REQUIRED ACTION: Which lines of the material hold the word "image"? Copy each one.

##############################

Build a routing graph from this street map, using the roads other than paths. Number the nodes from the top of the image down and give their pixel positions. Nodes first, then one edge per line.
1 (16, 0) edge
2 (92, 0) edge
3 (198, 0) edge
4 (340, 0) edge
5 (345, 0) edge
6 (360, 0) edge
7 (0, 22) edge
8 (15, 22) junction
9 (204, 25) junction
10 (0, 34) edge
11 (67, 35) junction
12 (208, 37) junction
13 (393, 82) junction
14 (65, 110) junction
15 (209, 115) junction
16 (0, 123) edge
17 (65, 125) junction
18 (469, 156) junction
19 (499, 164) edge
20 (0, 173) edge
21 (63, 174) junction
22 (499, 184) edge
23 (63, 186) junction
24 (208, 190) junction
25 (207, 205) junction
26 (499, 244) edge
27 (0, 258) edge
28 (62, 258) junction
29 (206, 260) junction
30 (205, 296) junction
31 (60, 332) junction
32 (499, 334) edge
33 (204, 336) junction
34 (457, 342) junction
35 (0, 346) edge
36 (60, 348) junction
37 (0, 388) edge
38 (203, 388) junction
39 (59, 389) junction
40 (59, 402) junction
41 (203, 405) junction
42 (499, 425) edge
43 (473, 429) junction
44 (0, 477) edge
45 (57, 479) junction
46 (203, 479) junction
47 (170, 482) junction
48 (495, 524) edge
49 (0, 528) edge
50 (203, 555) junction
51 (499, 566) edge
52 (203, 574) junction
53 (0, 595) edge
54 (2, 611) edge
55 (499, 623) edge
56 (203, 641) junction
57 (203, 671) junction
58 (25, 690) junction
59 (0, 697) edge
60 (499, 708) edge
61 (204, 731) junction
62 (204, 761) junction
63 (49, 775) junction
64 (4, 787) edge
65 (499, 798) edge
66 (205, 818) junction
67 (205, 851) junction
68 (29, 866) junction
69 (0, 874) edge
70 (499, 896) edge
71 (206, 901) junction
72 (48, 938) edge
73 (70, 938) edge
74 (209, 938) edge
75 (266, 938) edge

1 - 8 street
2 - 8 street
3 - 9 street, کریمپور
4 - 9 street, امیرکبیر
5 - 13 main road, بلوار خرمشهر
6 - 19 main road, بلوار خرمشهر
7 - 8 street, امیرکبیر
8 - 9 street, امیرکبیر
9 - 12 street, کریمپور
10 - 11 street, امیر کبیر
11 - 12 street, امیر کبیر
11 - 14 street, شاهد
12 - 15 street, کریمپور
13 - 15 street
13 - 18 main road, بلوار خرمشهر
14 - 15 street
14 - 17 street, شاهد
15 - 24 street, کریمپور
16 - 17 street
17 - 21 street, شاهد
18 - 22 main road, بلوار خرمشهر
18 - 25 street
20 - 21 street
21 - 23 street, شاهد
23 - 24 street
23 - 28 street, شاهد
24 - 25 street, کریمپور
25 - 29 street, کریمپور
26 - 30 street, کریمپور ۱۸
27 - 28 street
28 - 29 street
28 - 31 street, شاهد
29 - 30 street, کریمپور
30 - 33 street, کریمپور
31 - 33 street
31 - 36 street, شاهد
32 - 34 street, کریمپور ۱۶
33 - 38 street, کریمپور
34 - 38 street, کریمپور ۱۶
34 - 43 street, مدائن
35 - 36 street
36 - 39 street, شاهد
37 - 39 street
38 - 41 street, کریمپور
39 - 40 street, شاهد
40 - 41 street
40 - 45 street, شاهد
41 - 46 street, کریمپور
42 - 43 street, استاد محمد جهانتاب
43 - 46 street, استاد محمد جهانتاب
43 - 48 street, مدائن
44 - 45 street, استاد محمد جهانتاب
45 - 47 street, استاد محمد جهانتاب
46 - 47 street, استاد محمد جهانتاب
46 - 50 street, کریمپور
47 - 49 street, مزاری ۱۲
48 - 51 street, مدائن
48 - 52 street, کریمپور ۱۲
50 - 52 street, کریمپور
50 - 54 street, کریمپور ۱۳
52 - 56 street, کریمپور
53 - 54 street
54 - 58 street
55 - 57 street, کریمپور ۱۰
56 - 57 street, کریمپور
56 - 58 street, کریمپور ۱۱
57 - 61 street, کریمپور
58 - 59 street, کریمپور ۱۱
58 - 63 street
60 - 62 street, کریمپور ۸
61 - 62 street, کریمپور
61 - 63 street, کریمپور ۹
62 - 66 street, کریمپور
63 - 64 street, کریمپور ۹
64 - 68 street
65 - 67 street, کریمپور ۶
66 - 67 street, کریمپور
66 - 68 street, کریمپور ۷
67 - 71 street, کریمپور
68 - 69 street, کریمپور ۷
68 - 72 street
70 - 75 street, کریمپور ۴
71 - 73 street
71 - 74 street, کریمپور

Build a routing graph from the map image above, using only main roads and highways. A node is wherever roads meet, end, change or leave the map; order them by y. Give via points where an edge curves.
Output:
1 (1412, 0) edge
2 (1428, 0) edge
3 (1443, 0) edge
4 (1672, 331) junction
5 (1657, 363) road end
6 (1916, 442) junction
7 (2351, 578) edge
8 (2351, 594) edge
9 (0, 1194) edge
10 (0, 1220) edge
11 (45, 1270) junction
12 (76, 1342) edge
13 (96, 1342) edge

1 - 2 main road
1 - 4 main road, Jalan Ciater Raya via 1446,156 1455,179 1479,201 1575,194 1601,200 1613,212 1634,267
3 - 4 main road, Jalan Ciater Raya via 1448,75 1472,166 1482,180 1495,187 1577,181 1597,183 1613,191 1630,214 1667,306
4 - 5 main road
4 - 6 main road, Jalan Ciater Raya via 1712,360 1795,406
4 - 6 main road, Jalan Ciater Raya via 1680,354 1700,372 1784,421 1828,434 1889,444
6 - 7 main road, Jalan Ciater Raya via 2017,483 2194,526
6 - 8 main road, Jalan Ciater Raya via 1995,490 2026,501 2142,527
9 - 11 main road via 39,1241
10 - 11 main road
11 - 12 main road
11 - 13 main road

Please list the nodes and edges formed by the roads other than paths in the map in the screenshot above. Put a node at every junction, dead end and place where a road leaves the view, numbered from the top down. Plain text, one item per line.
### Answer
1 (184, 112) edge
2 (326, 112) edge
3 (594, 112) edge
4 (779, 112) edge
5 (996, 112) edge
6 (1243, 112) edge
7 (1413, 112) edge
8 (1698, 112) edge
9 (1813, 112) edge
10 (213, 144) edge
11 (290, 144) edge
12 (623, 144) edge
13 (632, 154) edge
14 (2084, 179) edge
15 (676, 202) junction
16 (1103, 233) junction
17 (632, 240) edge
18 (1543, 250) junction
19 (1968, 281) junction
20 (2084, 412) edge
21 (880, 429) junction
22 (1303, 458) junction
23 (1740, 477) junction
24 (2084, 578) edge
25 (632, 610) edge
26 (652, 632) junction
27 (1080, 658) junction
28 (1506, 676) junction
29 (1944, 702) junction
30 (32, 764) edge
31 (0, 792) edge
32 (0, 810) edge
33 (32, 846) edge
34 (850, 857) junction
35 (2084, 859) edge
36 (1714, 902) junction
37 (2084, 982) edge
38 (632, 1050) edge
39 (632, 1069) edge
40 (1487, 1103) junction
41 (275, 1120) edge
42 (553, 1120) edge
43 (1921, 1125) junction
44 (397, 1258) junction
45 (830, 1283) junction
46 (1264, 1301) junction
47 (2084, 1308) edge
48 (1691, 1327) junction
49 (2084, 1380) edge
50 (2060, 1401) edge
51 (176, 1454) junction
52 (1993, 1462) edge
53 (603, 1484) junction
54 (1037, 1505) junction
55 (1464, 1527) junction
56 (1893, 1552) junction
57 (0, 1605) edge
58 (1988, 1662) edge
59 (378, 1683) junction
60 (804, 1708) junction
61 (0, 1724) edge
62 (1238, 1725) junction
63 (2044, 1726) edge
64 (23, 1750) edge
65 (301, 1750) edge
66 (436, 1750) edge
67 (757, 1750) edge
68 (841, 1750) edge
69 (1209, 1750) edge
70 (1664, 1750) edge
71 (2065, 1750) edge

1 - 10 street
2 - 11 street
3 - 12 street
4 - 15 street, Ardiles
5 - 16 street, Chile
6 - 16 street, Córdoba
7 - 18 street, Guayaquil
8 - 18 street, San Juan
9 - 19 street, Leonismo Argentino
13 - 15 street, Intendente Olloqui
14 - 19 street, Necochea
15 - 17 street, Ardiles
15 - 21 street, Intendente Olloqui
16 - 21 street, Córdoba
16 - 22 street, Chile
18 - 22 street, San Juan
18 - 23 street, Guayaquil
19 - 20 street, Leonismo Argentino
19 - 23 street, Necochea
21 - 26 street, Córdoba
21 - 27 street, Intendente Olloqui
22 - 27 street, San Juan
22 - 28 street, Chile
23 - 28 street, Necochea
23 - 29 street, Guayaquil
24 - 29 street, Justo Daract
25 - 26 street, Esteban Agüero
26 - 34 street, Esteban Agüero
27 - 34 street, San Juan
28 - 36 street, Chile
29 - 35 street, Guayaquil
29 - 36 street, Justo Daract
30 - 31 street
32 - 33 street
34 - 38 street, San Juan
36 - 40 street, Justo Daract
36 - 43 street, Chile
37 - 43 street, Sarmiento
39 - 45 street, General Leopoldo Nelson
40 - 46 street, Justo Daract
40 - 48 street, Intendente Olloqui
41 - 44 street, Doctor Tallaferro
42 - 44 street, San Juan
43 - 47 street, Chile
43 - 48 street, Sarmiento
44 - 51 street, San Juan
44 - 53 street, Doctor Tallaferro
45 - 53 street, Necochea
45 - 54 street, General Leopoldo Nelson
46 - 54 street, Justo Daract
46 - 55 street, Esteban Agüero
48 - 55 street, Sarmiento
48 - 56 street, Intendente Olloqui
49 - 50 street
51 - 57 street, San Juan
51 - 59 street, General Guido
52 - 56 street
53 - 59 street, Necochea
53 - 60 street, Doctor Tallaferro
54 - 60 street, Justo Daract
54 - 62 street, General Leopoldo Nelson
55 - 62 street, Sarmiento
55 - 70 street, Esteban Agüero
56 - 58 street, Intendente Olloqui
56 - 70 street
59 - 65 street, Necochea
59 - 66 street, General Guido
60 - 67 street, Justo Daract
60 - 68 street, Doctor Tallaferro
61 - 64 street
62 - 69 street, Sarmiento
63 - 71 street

##############################

REPLY:
Build a routing graph from this street map, using the roads other than paths. Number the nodes from the top of the image down and give their pixel positions. Nodes first, then one edge per line.
Build a routing graph from the map image above, using only main roads and highways. A node is wherever roads meet, end, change or leave the map; order them by y. Give via points where an edge curves.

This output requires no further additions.